Source: Arizona Republic
Public response has been widely supportive of a plan to expand state benefits to domestic partners of state employees, judging from roughly 1,400 e-mails, letters and faxes received by the Arizona Department of Administration.
Department spokesman Alan Ecker called it "an extraordinary amount of comment" that was received by the agency during a 30-day window allowed for public response to the proposal late last year.
In short, it would allow state employees with domestic partners, gay or straight, to claim the same benefits as married couples. The biggest benefit among those perks is coverage under the state health plan.
The benefits expansion was proposed in November by Department of Administration Director William Bell and has the backing of Gov. Janet Napolitano.
In opposition are social conservatives, led by the Center for Arizona Policy.
Public feedback generally fell into two broad categories:
Supporters who view the benefits expansion as a matter of fairness and a means for the state to better compete for employees with the private sector and the more than a dozen states that already offer domestic-partner benefits.
Opponents who see the proposal as a threat to traditional marriage between one man and one woman and those who question the budgetary impact at a time when the state is facing a string of years with billion-dollar shortfalls.
UA President Robert Shelton noted in a letter that his institution and Arizona State University are the only PAC-10 schools that don't provide domestic-partner benefits.
"These are our prime competitors for faculty," he wrote, "and the decision by the state to allow domestic-partner benefits will greatly enhance our ability to be competitive against these national peers in recruiting and retaining top faculty and staff."

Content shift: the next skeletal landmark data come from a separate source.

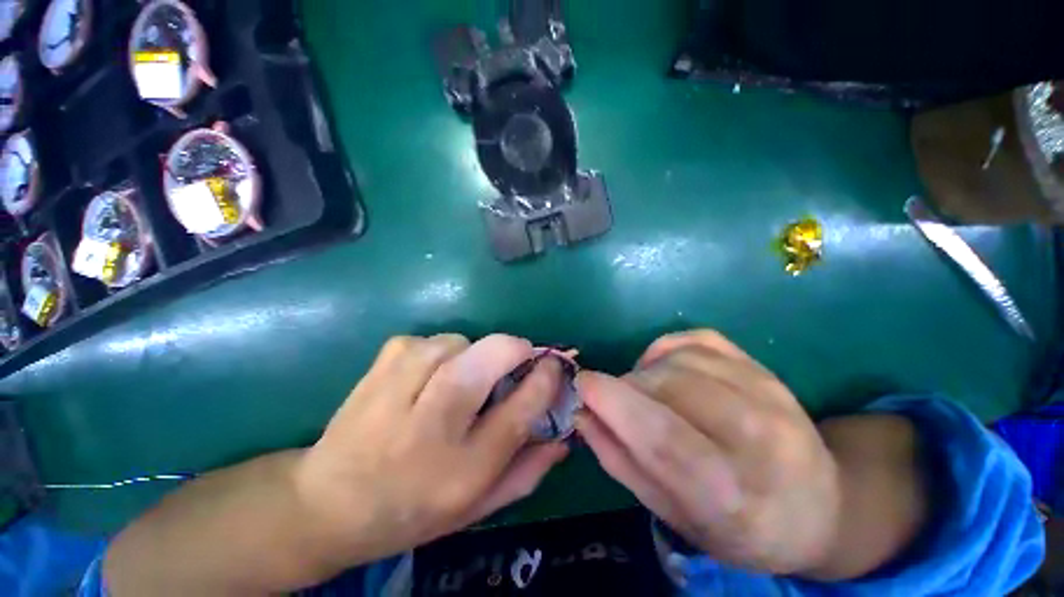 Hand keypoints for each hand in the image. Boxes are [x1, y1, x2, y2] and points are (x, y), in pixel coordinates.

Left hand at [296, 334, 568, 565]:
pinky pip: (430, 340)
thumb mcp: (478, 507)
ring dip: (473, 353)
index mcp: (462, 469)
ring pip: (459, 342)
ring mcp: (399, 388)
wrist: (328, 504)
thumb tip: (563, 434)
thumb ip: (527, 471)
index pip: (521, 408)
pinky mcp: (381, 365)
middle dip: (515, 349)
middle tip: (520, 358)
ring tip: (463, 377)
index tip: (554, 365)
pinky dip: (441, 351)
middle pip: (489, 358)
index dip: (546, 378)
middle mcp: (431, 425)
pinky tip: (428, 376)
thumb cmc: (414, 510)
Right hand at [575, 330, 840, 574]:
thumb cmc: (741, 527)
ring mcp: (769, 392)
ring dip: (645, 373)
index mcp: (734, 494)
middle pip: (665, 387)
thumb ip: (622, 461)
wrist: (821, 507)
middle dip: (625, 389)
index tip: (581, 385)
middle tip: (617, 405)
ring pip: (677, 360)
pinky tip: (667, 372)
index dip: (612, 403)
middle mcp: (759, 436)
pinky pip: (696, 340)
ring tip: (648, 396)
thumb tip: (582, 413)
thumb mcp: (674, 515)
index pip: (662, 437)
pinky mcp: (765, 367)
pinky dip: (667, 351) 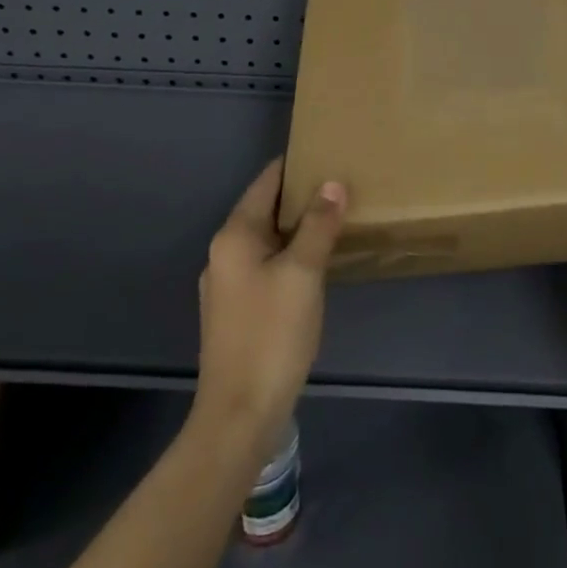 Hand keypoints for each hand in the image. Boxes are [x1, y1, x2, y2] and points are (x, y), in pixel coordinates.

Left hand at [193, 159, 346, 460]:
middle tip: (342, 186)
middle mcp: (224, 252)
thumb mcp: (303, 273)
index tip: (329, 152)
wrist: (239, 415)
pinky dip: (290, 254)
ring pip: (267, 239)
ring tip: (336, 219)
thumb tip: (332, 183)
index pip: (266, 181)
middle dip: (301, 196)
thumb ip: (319, 224)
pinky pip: (265, 265)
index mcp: (234, 235)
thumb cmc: (272, 334)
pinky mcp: (235, 310)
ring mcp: (226, 284)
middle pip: (265, 209)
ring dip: (297, 228)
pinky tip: (316, 264)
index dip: (297, 165)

The Department of Administration estimates that the benefits expansion would bring 315 to 850 new individuals under state coverage at a cost of up to $4.5 million in its first year. Those additional costs, the agency says, could be offset with benefits savings in other areas.
The benefits-expansion proposal will next be presented to the Governor's Regulatory Review Council, a six-member board appointed by Napolitano.
The hearing, which will allow public testimony, will likely come in March or April. If approved, the change would take effect Oct. 1.